→ **Your assignment**:
Keep every word of the listing and reproduce it exactly, but set aside any image found there.

(Given information Opens)

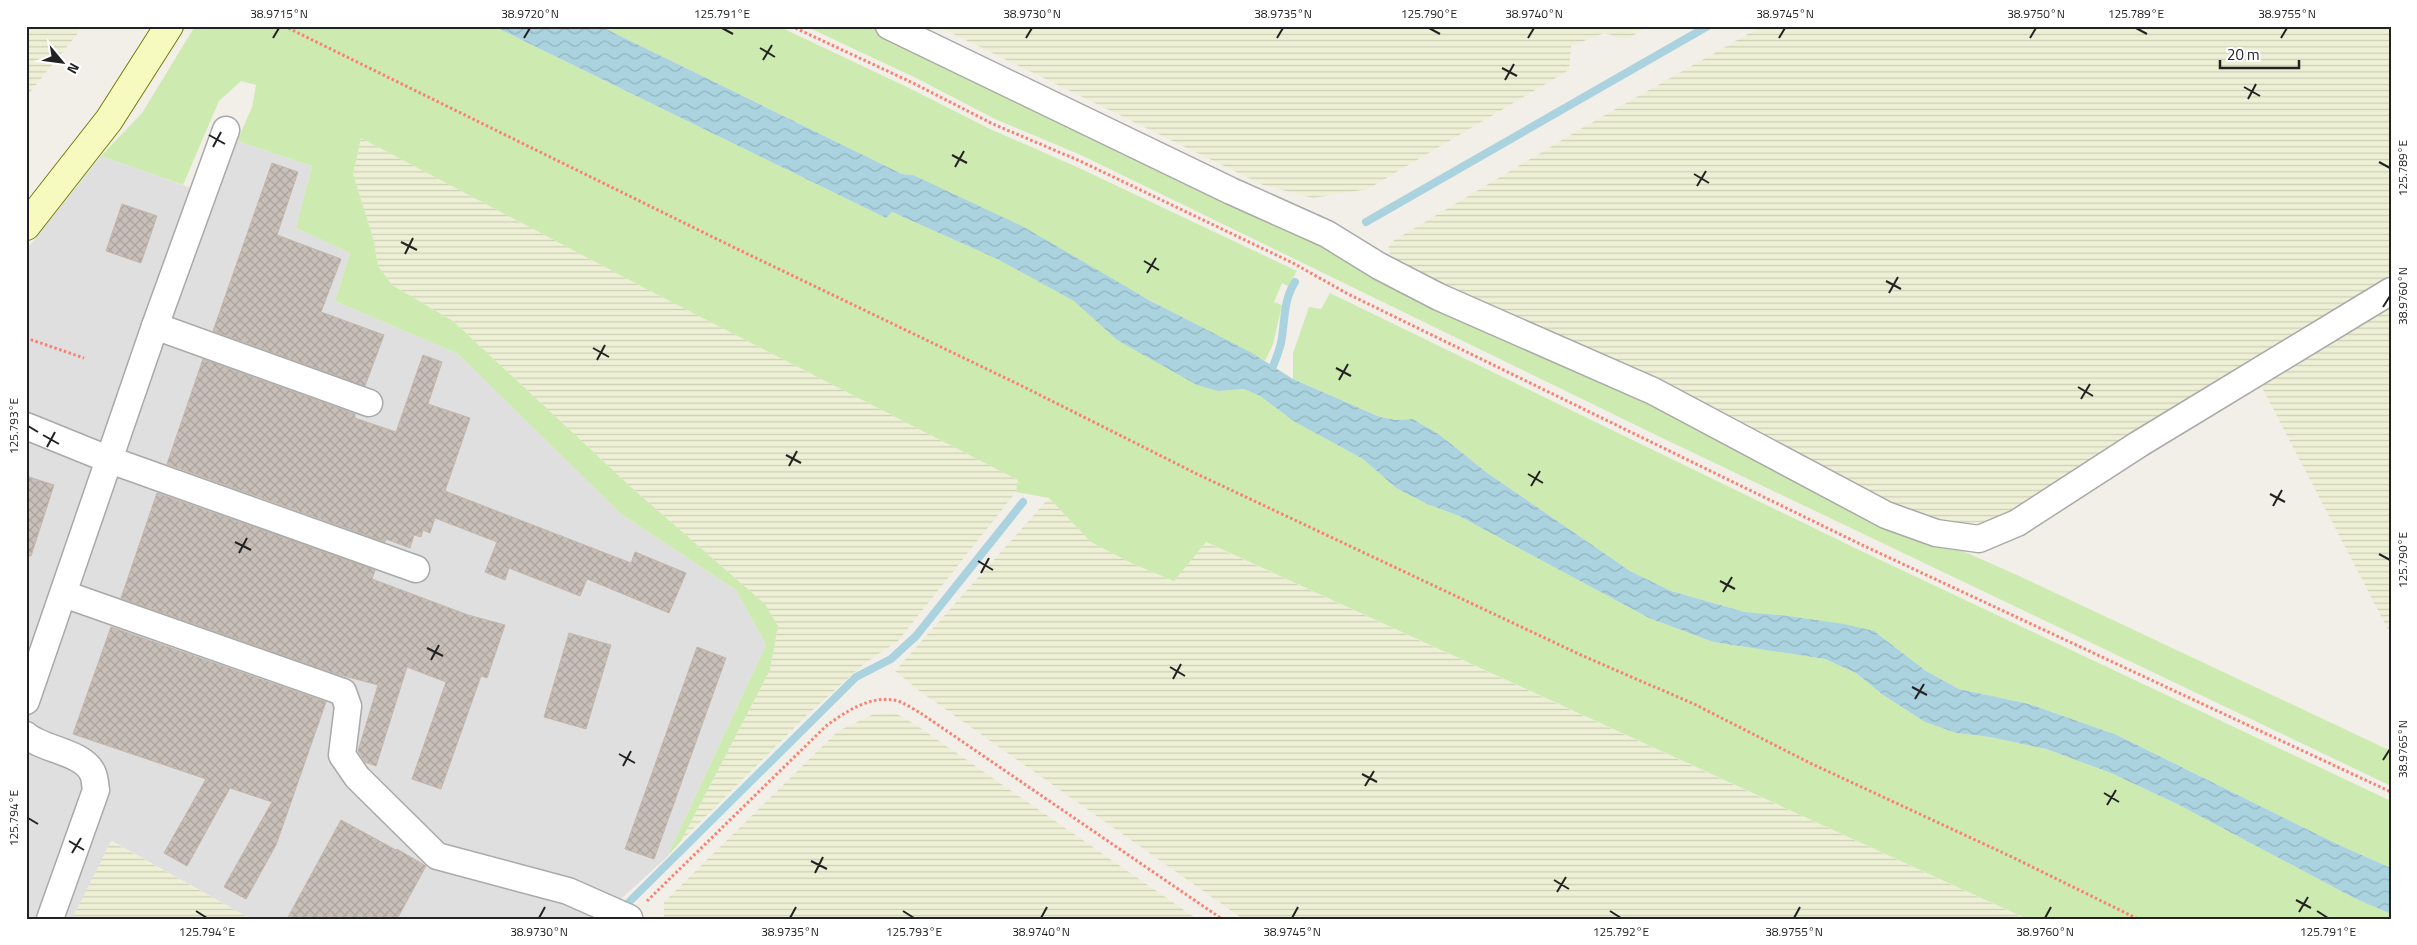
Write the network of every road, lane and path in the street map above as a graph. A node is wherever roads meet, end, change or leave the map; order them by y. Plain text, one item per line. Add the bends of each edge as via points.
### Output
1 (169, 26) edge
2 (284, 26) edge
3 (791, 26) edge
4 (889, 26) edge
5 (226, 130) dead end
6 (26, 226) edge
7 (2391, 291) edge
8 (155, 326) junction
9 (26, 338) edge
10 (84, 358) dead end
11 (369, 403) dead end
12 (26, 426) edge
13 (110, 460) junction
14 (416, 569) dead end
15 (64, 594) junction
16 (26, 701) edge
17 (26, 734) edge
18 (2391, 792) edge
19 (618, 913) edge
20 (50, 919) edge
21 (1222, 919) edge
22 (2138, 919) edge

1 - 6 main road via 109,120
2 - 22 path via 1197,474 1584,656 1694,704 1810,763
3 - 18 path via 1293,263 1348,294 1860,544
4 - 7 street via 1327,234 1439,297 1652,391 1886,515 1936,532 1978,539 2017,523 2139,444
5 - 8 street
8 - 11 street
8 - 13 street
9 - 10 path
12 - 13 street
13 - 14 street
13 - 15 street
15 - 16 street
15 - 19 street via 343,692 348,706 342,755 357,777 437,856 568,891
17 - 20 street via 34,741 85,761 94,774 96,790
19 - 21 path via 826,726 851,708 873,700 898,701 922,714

(Given information Closes)

→ **Response to the task**:
Write the network of every road, lane and path in the street map above as a graph. A node is wherever roads meet, end, change or leave the map; order them by y. Plain text, one item per line. Add the bends of each edge as via points.
### Output
1 (169, 26) edge
2 (284, 26) edge
3 (791, 26) edge
4 (889, 26) edge
5 (226, 130) dead end
6 (26, 226) edge
7 (2391, 291) edge
8 (155, 326) junction
9 (26, 338) edge
10 (84, 358) dead end
11 (369, 403) dead end
12 (26, 426) edge
13 (110, 460) junction
14 (416, 569) dead end
15 (64, 594) junction
16 (26, 701) edge
17 (26, 734) edge
18 (2391, 792) edge
19 (618, 913) edge
20 (50, 919) edge
21 (1222, 919) edge
22 (2138, 919) edge

1 - 6 main road via 109,120
2 - 22 path via 1197,474 1584,656 1694,704 1810,763
3 - 18 path via 1293,263 1348,294 1860,544
4 - 7 street via 1327,234 1439,297 1652,391 1886,515 1936,532 1978,539 2017,523 2139,444
5 - 8 street
8 - 11 street
8 - 13 street
9 - 10 path
12 - 13 street
13 - 14 street
13 - 15 street
15 - 16 street
15 - 19 street via 343,692 348,706 342,755 357,777 437,856 568,891
17 - 20 street via 34,741 85,761 94,774 96,790
19 - 21 path via 826,726 851,708 873,700 898,701 922,714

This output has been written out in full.